_Work task_
Among the records that follow, how many lines include the string "roads"? Only the number is wanted.

_Records drawn from a dataset_
- - -
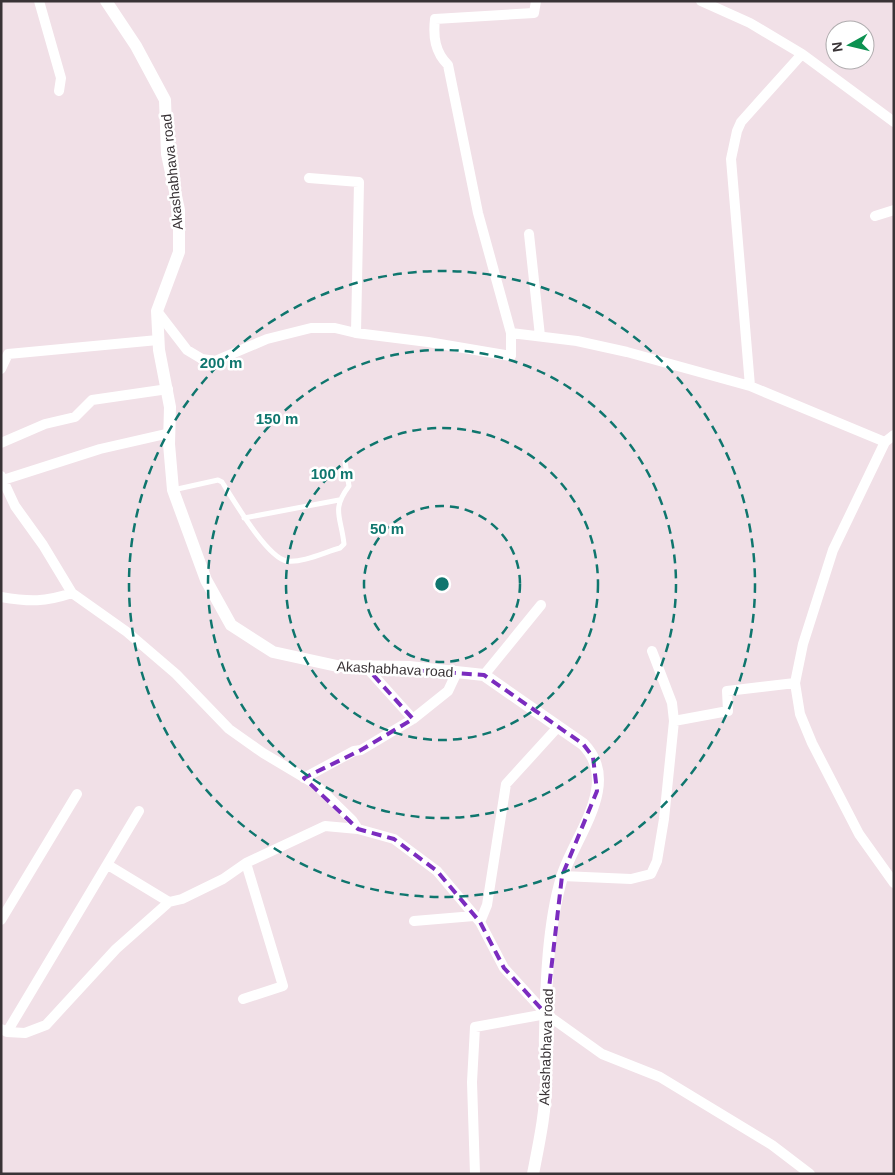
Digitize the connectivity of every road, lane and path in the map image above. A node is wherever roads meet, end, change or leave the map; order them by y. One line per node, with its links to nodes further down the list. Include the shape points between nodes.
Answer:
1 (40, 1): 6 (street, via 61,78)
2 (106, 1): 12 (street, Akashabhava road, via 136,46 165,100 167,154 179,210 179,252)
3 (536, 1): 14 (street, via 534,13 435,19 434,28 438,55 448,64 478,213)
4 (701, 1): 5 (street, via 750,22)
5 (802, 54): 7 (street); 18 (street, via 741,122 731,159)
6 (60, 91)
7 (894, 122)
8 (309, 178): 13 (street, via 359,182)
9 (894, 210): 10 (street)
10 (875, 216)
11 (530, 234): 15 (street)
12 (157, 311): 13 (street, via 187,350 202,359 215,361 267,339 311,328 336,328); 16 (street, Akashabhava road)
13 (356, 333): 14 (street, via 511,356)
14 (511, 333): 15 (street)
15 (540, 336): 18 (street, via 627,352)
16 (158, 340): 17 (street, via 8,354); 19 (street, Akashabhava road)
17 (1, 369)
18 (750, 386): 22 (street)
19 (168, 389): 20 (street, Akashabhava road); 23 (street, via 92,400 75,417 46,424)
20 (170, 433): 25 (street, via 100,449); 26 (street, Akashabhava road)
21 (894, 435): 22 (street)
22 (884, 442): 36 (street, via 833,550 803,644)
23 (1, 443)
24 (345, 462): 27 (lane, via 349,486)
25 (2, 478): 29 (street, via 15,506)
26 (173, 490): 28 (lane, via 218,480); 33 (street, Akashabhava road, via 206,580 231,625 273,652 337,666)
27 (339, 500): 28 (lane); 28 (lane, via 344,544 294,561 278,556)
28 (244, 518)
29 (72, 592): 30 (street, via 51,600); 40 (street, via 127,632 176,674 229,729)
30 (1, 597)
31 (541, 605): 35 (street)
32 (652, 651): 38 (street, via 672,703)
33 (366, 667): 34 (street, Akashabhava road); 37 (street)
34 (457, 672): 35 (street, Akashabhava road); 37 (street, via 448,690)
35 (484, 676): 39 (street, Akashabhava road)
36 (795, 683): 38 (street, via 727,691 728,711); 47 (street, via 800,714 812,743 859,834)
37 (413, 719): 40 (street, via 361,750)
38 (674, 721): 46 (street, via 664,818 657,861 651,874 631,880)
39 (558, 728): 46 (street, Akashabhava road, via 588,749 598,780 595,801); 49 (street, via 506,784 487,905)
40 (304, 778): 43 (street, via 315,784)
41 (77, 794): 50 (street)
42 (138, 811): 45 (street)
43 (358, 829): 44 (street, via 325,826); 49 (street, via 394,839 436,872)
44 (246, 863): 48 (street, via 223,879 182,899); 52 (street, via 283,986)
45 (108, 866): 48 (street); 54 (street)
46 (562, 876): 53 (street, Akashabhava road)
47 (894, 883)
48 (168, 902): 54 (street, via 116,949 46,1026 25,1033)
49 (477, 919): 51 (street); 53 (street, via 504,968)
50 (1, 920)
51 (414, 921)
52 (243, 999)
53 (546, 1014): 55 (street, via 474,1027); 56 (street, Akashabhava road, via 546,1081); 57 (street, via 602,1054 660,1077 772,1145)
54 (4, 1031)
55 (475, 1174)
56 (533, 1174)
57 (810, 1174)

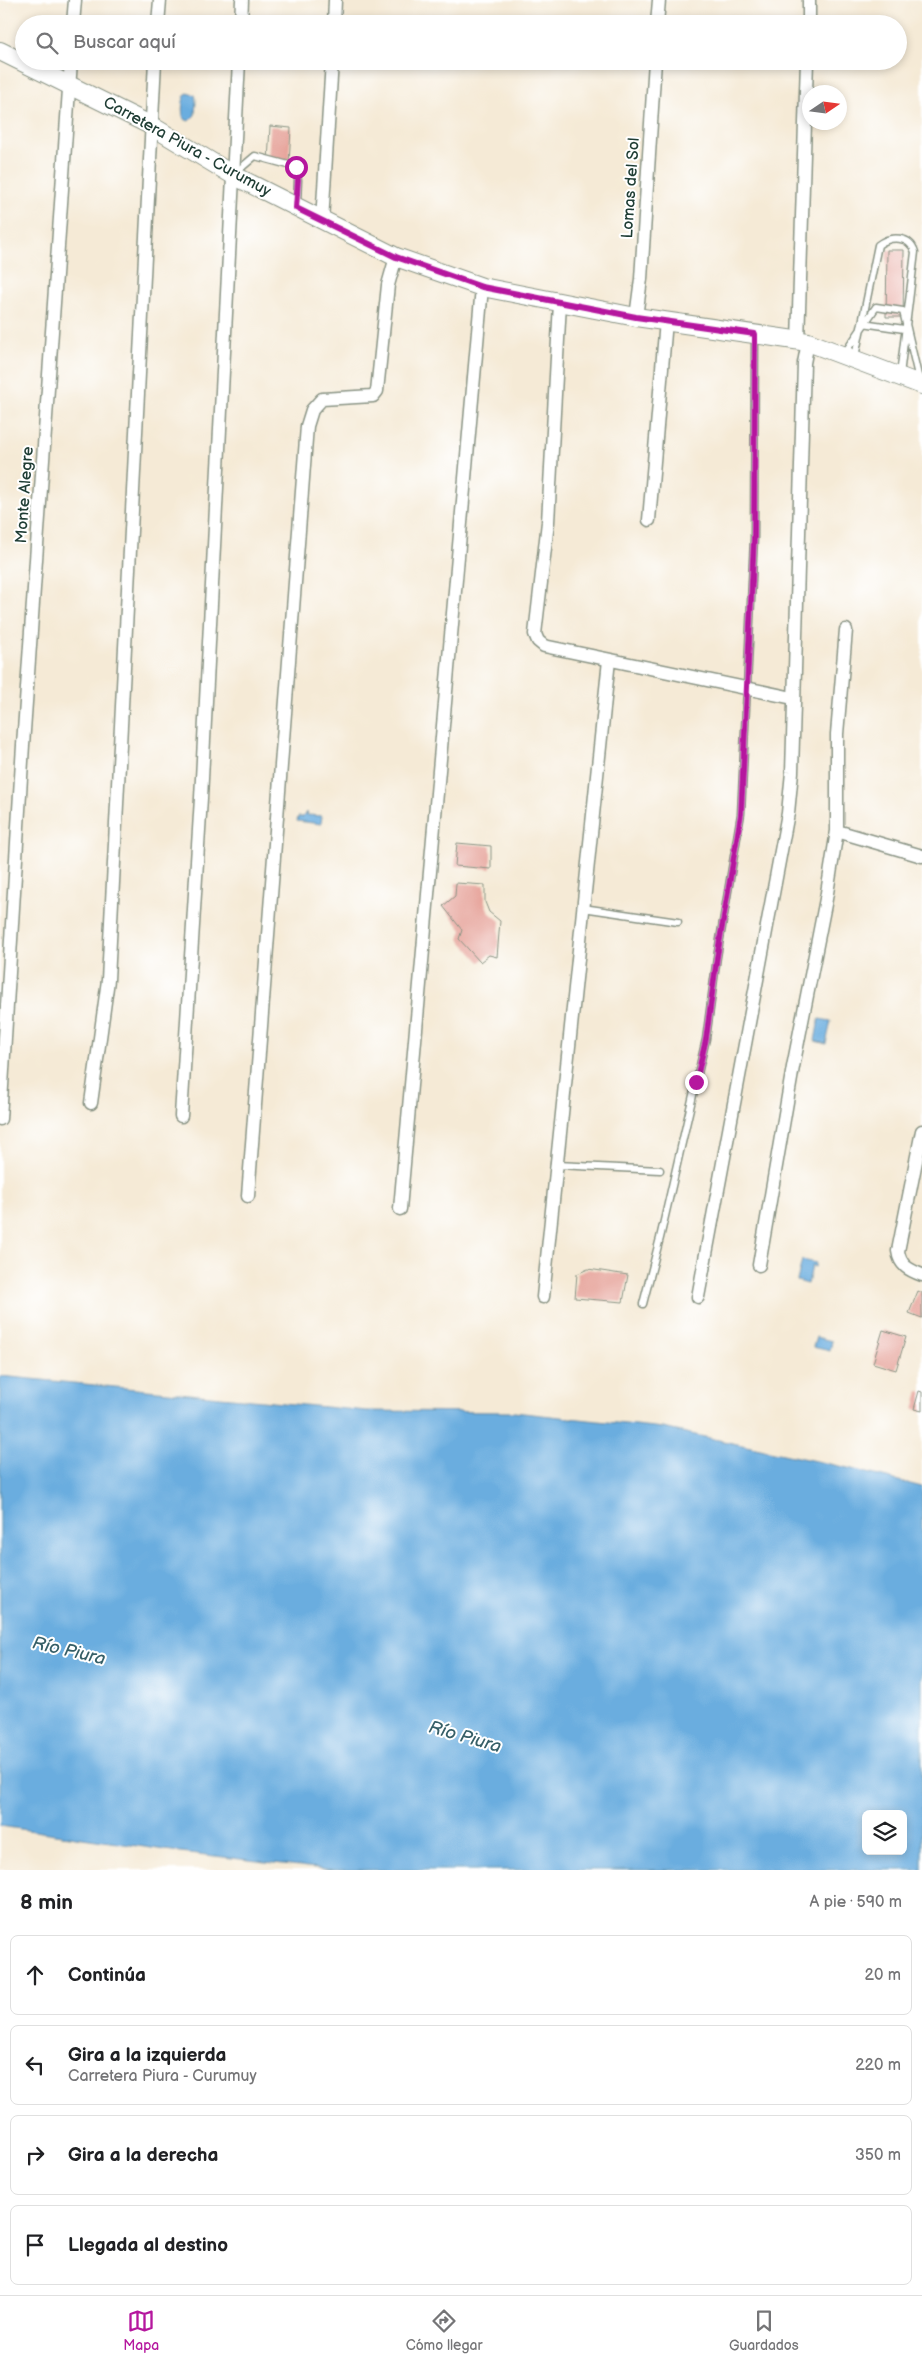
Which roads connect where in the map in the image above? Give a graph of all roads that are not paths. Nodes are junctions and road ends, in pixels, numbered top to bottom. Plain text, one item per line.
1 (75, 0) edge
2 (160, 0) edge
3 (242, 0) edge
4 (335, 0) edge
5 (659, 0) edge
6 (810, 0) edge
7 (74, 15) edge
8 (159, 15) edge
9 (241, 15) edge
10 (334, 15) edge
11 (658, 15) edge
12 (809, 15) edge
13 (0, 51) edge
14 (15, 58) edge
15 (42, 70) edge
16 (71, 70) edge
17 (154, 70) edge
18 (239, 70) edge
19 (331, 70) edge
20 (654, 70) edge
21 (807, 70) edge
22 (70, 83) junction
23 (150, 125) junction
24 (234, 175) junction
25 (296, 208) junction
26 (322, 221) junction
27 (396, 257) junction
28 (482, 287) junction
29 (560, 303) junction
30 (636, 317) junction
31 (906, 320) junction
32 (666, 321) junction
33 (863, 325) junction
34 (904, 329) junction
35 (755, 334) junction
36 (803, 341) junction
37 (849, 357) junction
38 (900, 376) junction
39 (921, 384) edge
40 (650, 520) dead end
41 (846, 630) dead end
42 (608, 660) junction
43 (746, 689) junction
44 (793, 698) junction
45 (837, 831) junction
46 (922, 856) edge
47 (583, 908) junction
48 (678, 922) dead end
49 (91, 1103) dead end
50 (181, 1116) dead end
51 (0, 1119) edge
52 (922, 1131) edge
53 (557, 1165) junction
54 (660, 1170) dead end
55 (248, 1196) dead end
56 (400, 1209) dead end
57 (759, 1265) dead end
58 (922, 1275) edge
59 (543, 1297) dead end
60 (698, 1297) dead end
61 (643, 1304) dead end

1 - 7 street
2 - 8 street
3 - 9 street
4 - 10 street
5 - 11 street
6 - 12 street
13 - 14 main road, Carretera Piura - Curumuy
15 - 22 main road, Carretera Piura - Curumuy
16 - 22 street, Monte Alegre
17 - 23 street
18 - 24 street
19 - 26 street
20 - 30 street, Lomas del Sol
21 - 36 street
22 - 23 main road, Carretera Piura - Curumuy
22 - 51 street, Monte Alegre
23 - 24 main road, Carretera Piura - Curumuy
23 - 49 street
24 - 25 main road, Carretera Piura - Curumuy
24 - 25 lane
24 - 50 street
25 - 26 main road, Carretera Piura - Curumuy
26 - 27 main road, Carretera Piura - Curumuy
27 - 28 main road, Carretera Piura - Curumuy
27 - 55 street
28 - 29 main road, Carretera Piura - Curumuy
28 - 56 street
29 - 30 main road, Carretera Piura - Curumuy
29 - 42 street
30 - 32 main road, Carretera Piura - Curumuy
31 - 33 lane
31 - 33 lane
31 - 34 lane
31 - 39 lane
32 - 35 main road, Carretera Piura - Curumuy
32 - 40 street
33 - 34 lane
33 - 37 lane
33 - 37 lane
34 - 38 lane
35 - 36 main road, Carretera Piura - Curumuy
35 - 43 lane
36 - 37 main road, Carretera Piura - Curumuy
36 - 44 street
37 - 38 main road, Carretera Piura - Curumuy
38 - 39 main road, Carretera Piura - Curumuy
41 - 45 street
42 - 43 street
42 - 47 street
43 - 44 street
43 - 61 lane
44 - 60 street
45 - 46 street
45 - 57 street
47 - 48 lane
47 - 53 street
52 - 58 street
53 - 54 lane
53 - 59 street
- - -
_Response for this exercise_
2